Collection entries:

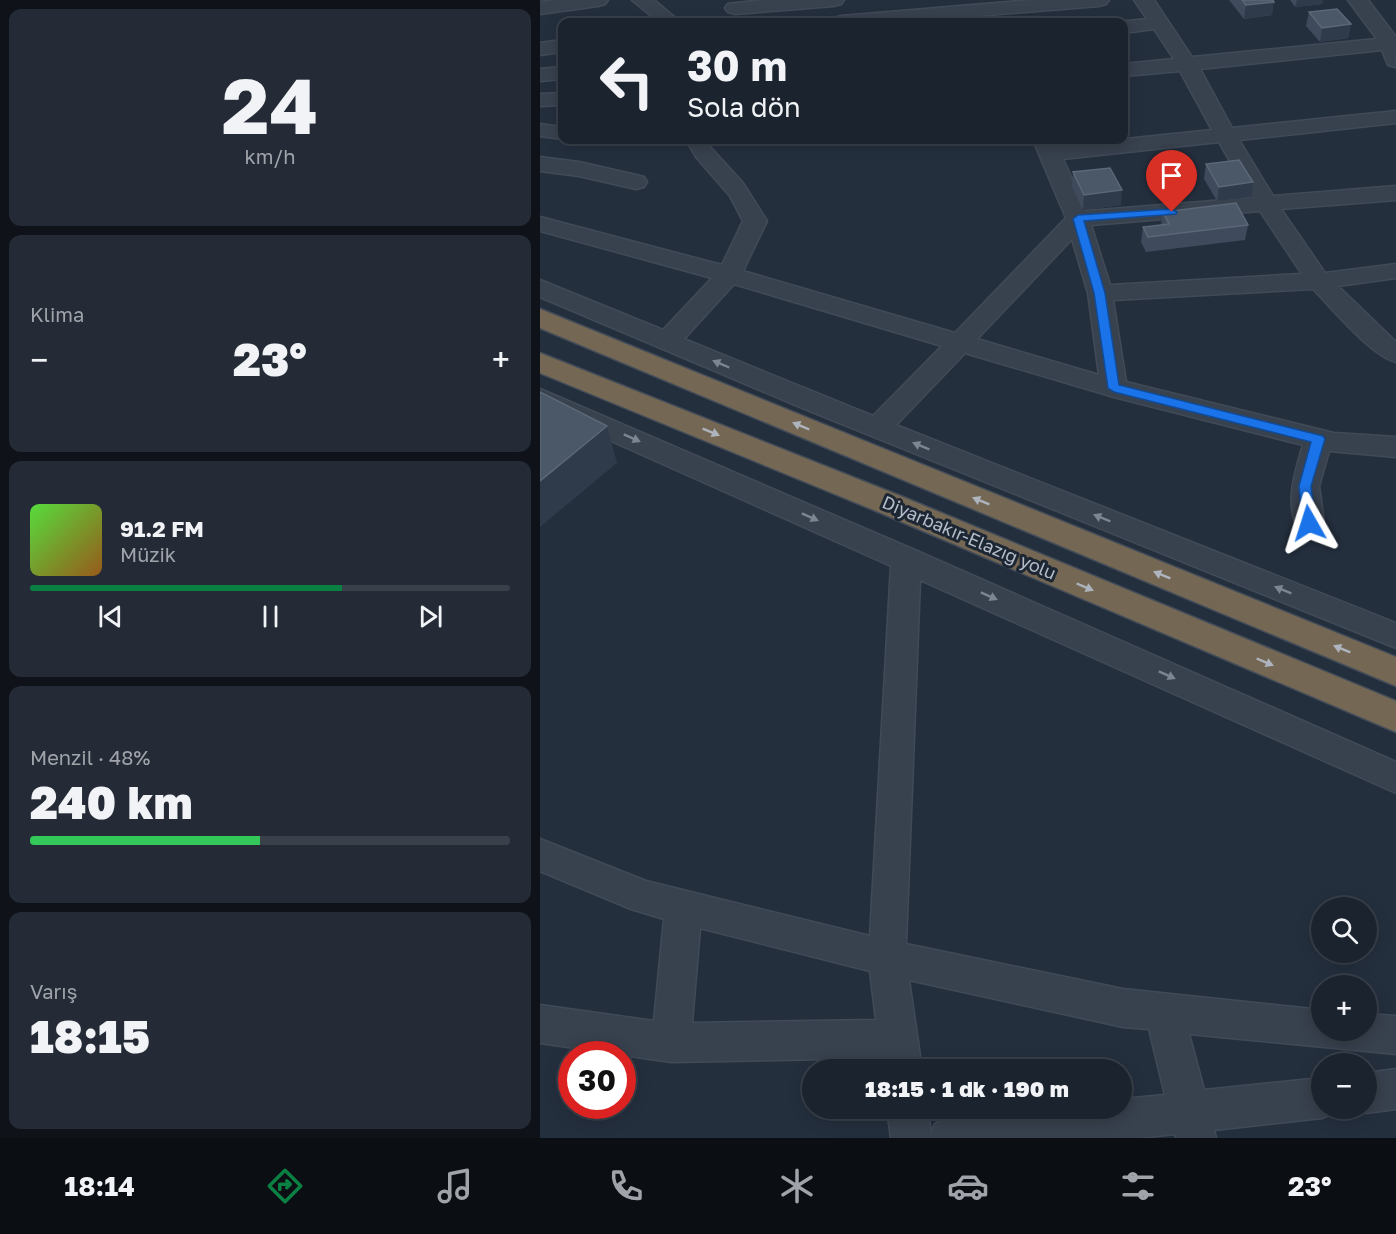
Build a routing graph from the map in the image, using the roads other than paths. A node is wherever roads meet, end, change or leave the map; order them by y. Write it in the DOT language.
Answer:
graph roads {
  1 [pos="598,0"];
  2 [pos="642,0"];
  3 [pos="834,0"];
  4 [pos="1099,0"];
  5 [pos="1358,0"];
  6 [pos="1152,1"];
  7 [pos="540,8"];
  8 [pos="735,8"];
  9 [pos="1003,10"];
  10 [pos="665,18"];
  11 [pos="895,18"];
  12 [pos="1159,23"];
  13 [pos="1128,27"];
  14 [pos="1394,44"];
  15 [pos="558,47"];
  16 [pos="540,49"];
  17 [pos="1187,64"];
  18 [pos="1396,64"];
  19 [pos="1128,70"];
  20 [pos="558,73"];
  21 [pos="540,75"];
  22 [pos="558,99"];
  23 [pos="540,100"];
  24 [pos="1396,117"];
  25 [pos="540,130"];
  26 [pos="558,132"];
  27 [pos="1224,135"];
  28 [pos="1128,142"];
  29 [pos="698,144"];
  30 [pos="1091,144"];
  31 [pos="1047,147"];
  32 [pos="540,164"];
  33 [pos="636,182"];
  34 [pos="1396,193"];
  35 [pos="1266,205"];
  36 [pos="1078,219"];
  37 [pos="540,224"];
  38 [pos="1396,271"];
  39 [pos="729,275"];
  40 [pos="1319,281"];
  41 [pos="540,288"];
  42 [pos="1100,293"];
  43 [pos="540,318"];
  44 [pos="667,341"];
  45 [pos="961,342"];
  46 [pos="1396,354"];
  47 [pos="540,362"];
  48 [pos="1114,388"];
  49 [pos="540,398"];
  50 [pos="878,428"];
  51 [pos="1318,439"];
  52 [pos="1396,447"];
  53 [pos="1309,523"];
  54 [pos="906,559"];
  55 [pos="1396,636"];
  56 [pos="1396,672"];
  57 [pos="1396,717"];
  58 [pos="1396,778"];
  59 [pos="540,855"];
  60 [pos="683,908"];
  61 [pos="887,958"];
  62 [pos="1164,1013"];
  63 [pos="540,1024"];
  64 [pos="1311,1028"];
  65 [pos="1377,1033"];
  66 [pos="1396,1035"];
  67 [pos="671,1043"];
  68 [pos="900,1054"];
  69 [pos="1396,1089"];
  70 [pos="1377,1092"];
  71 [pos="1311,1100"];
  72 [pos="908,1119"];
  73 [pos="1193,1126"];
  74 [pos="911,1138"];
  75 [pos="949,1138"];
  1 -- 7 [label="street"];
  2 -- 10 [label="street"];
  3 -- 8 [label="street"];
  4 -- 9 [label="street"];
  5 -- 14 [label="street"];
  6 -- 12 [label="street"];
  9 -- 11 [label="street"];
  12 -- 13 [label="street"];
  12 -- 17 [label="street"];
  14 -- 17 [label="street"];
  14 -- 18 [label="street"];
  15 -- 16 [label="street"];
  17 -- 19 [label="street"];
  17 -- 27 [label="street"];
  20 -- 21 [label="street"];
  22 -- 23 [label="street"];
  24 -- 27 [label="street"];
  25 -- 26 [label="street"];
  27 -- 28 [label="street"];
  27 -- 35 [label="street"];
  29 -- 39 [label="street"];
  30 -- 31 [label="street"];
  31 -- 36 [label="street"];
  32 -- 33 [label="street"];
  34 -- 35 [label="street"];
  35 -- 36 [label="street"];
  35 -- 40 [label="street"];
  36 -- 42 [label="street"];
  36 -- 45 [label="street"];
  37 -- 39 [label="street"];
  38 -- 40 [label="street"];
  39 -- 44 [label="street"];
  39 -- 45 [label="street"];
  40 -- 42 [label="street"];
  40 -- 46 [label="street"];
  41 -- 44 [label="street"];
  42 -- 48 [label="street"];
  56 -- 43 [label="highway, one-way"];
  50 -- 44 [label="street, one-way"];
  45 -- 48 [label="street"];
  45 -- 50 [label="street"];
  47 -- 57 [label="highway, Diyarbakır-Elazığ yolu, one-way"];
  48 -- 51 [label="street"];
  49 -- 54 [label="street, one-way"];
  55 -- 50 [label="street, one-way"];
  51 -- 52 [label="street"];
  51 -- 53 [label="street"];
  54 -- 58 [label="street, one-way"];
  54 -- 61 [label="street"];
  59 -- 60 [label="street"];
  60 -- 61 [label="street"];
  60 -- 67 [label="street"];
  61 -- 62 [label="street"];
  61 -- 68 [label="street"];
  62 -- 64 [label="street"];
  62 -- 73 [label="street"];
  63 -- 67 [label="street"];
  65 -- 66 [label="street"];
  67 -- 68 [label="street"];
  69 -- 70 [label="street"];
  71 -- 73 [label="street"];
  72 -- 74 [label="street"];
  73 -- 75 [label="street"];
}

(TASK) Each line of the data that includes "roads" should be copied.

(WRITTEN SOLUTION)
Build a routing graph from the map in the image, using the roads other than paths. A node is wherever roads meet, end, change or leave the map; order them by y. Write it in the DOT language.
graph roads {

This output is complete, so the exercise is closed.